The force while motoring is at the prop.
While sailing it is at the mast.
It is easier to visualize how tender the helm will be while motoring as the propulsive force is at the stern.

Less easy to visualize is when motoring with a fast current. Again the helm becomes very sloppy. But instead of tender it becomes sluggish.
I have experience this when running with the current through hell gate in nyc for example.
Prop in front of the rudder? Behind? Beside?? Never mind - perhaps it doesn't really matter.. This has been posted earlier, but maybe it wasn't clear:

Yacht rudders and keels have an aerofoil shape for a reason - to generate lift. This "lift" is generated by the flow of water around the foils and are shaped to work best when the flow is from the front to the back - like when you're happily sailing along.
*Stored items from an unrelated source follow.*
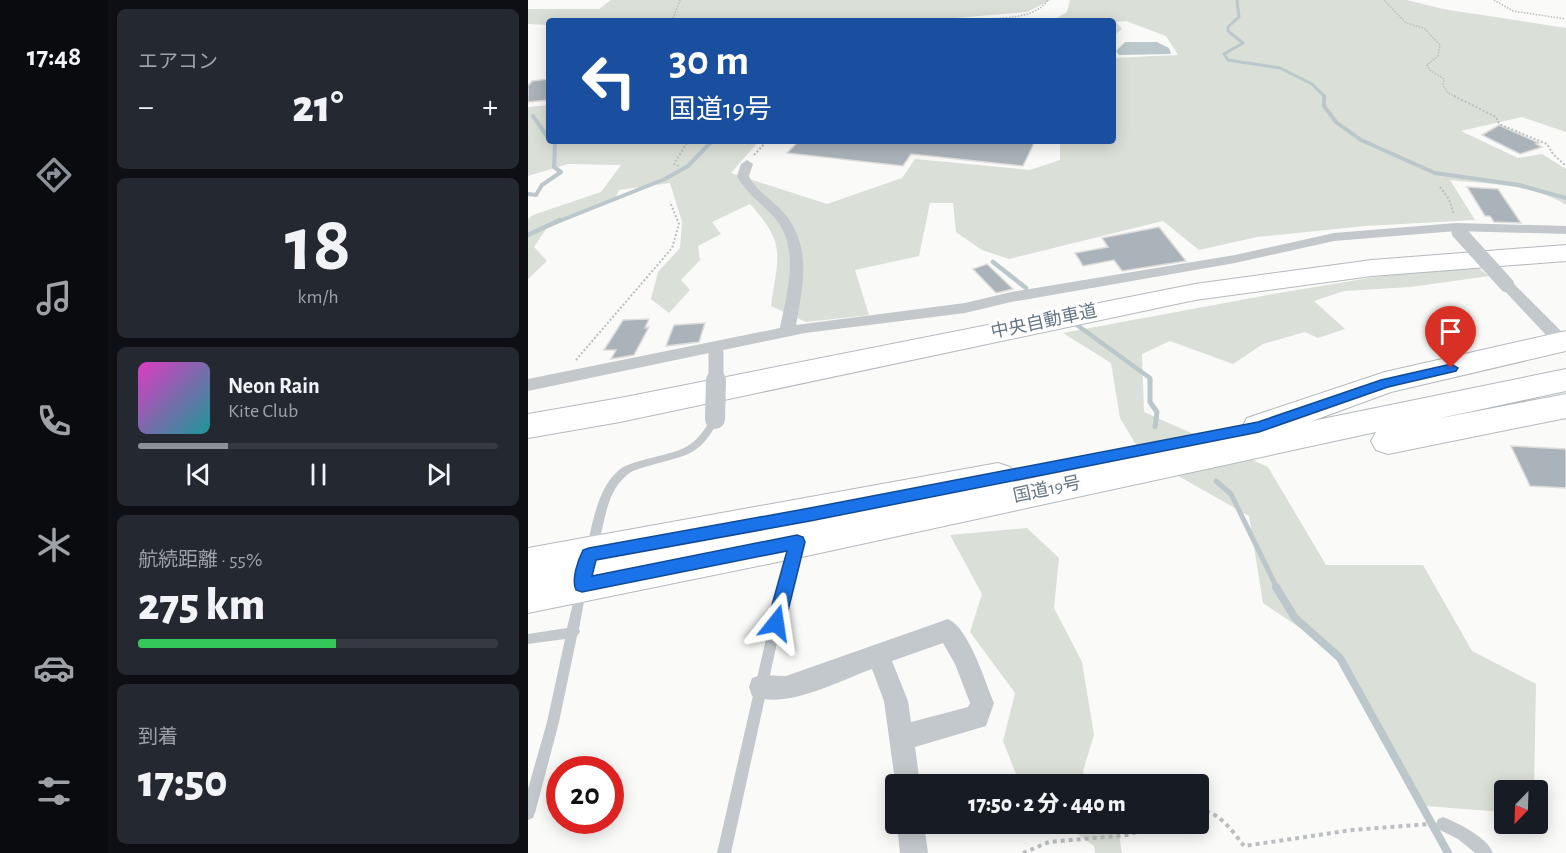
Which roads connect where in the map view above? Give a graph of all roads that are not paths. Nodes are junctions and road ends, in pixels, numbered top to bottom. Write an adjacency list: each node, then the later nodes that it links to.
1 (747, 164): 6 (street)
2 (1457, 230): 3 (street); 6 (street); 7 (street, bridge)
3 (1566, 230)
4 (1566, 242): 12 (highway, 中央自動車道)
5 (1566, 252): 14 (highway, 中央自動車道)
6 (788, 331): 8 (street)
7 (1565, 348): 18 (highway, 国道19号)
8 (716, 349): 10 (street); 13 (street, bridge)
9 (1566, 380): 15 (highway, 国道19号)
10 (528, 385)
11 (1566, 406): 15 (highway)
12 (528, 410)
13 (715, 419): 18 (lane)
14 (528, 426)
15 (1301, 436): 16 (highway, 国道19号)
16 (797, 542): 18 (highway, 国道19号); 23 (lane)
17 (528, 565): 18 (highway, 国道19号)
18 (585, 570): 19 (highway, 国道19号); 20 (lane)
19 (528, 595)
20 (574, 632): 21 (lane); 26 (lane)
21 (528, 639)
22 (878, 655): 23 (street); 24 (street); 24 (street)
23 (761, 687): 29 (lane)
24 (901, 738): 25 (street)
25 (906, 774)
26 (528, 813)
27 (1443, 824): 31 (lane)
28 (912, 834): 30 (street)
29 (724, 853)
30 (914, 853)
31 (1486, 853)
If, for any reason you can think of, the water around you isn't moving, there's no lift and the helm will feel "dead"/"sluggish". If the water is flowing in reverse (ie. tidal flow from behind) the helm will feel really strange - "tender" perhaps? - because it isn't working as designed and is generating "lift" in a different direction and strength than it normally would. No water flow around a yacht moving-over-ground can be a dangerous thing - because, basically, the rudder now has little or no effect on where you are going.

Does it matter where the boat's forward (driving) force is coming from (sails or prop; forward or aft)? Nope. If it did, stinkpots wouldn't have the same prop/rudder orientation at their sterns that real yachts do. ..or vice versa.

Having posted all that, I'm now I'm not sure if I've cleared it up for you or not!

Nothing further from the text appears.